Poet Joy Harjo responds to boycott demands over Israeli performance by adding a West Bank visit

on 25 Comments
joy harjo
Joy Harjo. (Photo: Racialicious.com)

After initially defending her decision to appear in a Tel Aviv University performance on Monday, Native American poet Joy Harjo now states she was too quick to speak against the academic and cultural boycott of Israel and has scheduled a visit to the West Bank. “I realize that I was defensive very quickly and probably should have waited to make any statement. I really didn’t know about the boycott,” Harjo wrote on Facebook early today.

Last week Harjo was called on not to perform in appeals from friends and academic peers and an official request from the Palestinian Academic and Cultural Boycott of Israel (PACBI) and the Boycott from Within. But Harjo decided to go ahead with the Tel Aviv University event, and to accept a writer-in-residence position at the university. In her first response to the appeals on Facebook on the day of that performance, December 10, Harjo said, “I was invited to perform and speak here at Tel Aviv University several months ago. I was a guest here nearly twenty years ago and remembered this place with a great fondness. I recalled the open discussions and the cultural mix of students. I accepted the invitation.”

Explaining that she learned about the boycott too late to change her plans, she said:

“The morning after I left on my journey I received an email from a friend and colleague.
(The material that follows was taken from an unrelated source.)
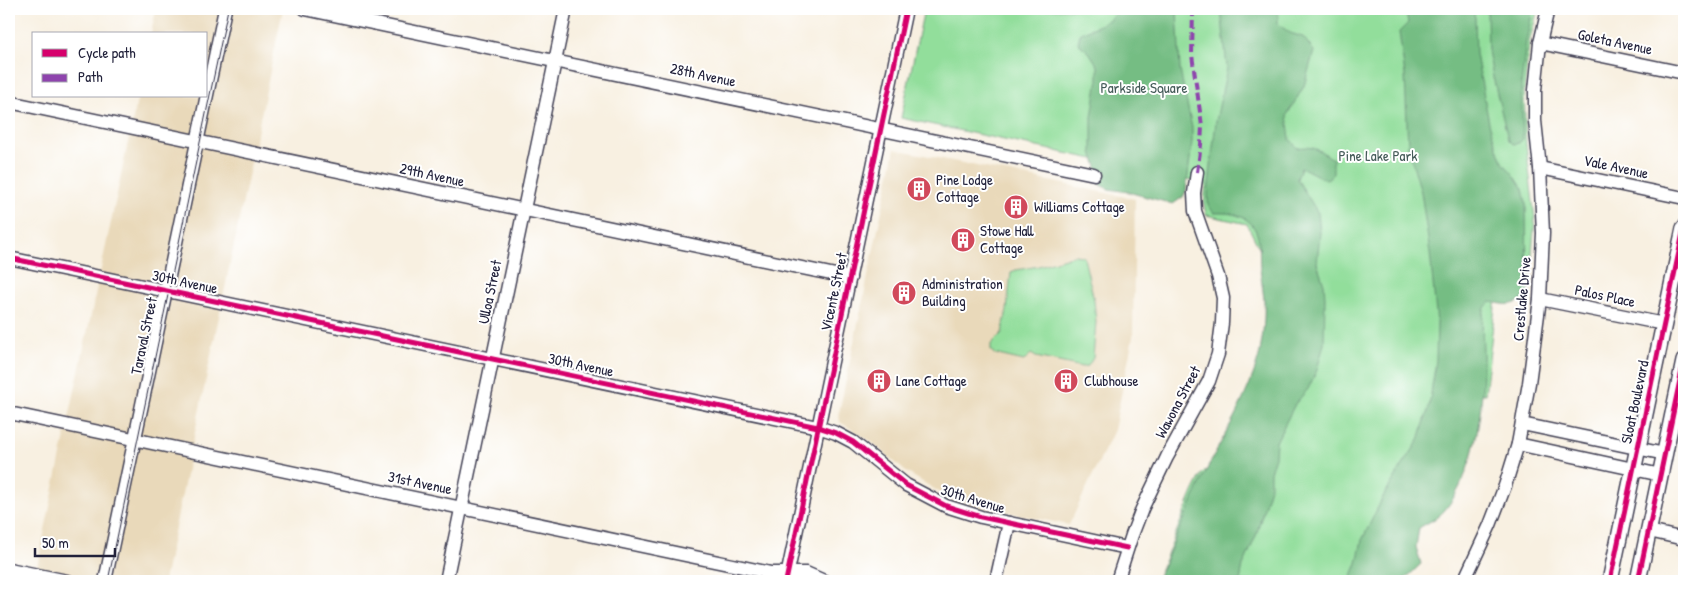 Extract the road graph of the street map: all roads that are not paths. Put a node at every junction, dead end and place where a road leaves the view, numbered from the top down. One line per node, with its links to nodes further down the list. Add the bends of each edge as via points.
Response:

He asked me to reconsider my trip. This was the first I learned of the U.S. Campaign for the Academic and Cultural Boycott of Israel. I was puzzled at this request at such a late hour because this colleague had known of my plans to go to Tel Aviv for while.”

In Harjo’s statement on why she decided to go ahead with her performance, she wrote that Israel is a homeland to both the Jewish people and the Palestinian people, comparing the displacement of each to the genocide against indigenous Americans:

These lands are in the heart area of this Earth. The Jewish people consider these lands their homelands. They have survived countless persecutions and suffered as they made their way home. The Palestinian people are captive in their own homes. There are checkpoints to enter and leave. They do not own title to a country. They are not free. This situation is much like that of my people. We were force-marched from our homelands. Then our lands of resettlement were stolen again.

In her second statement early this morning Harjo conceded that playing in Tel Aviv did carry political implications and said that she will visit the West Bank today. She accepted the criticisms of her peers, and again expressed that she was not taking a political position by accepting the invitation:

It is almost three in the morning here. I will not put the page down. Tomorrow I go to the West Bank. I have learned more by being here than signing a paper from a safe room.

Yet, I understand given the history why stepping into Israel in this time is controversial and could be perceived as crossing a line in support of killing. I am not a killer. Nor do I condone killing. I believe in human rights.

My art demands that I stand as a truth teller. The spirit of art is the toughest teacher and I believe it has led me here to stand in this place. It is not an easy place to be misunderstood and attacked by those with whom you feel an alliance. I believe there is a reason for it though I don’t quite understand all of it yet. I don’t know that much but have to be true to what I have learned.

I do know that I will attempt to use this energy to the best of my ability for some kind of healing and understanding. I believe that in the end compassion and seeing each other as beloved relatives, even our enemies, is more powerful than guns.

Harjo received mixed responses from fans on Facebook, some praising her for her plans to go to the occupied Palestinian territories, and others again requesting her to abide by the BDS call.

Screen shot 2012 12 12 at 6 56 09 PM
Screen shot from Joy Harjo’s Facebook page.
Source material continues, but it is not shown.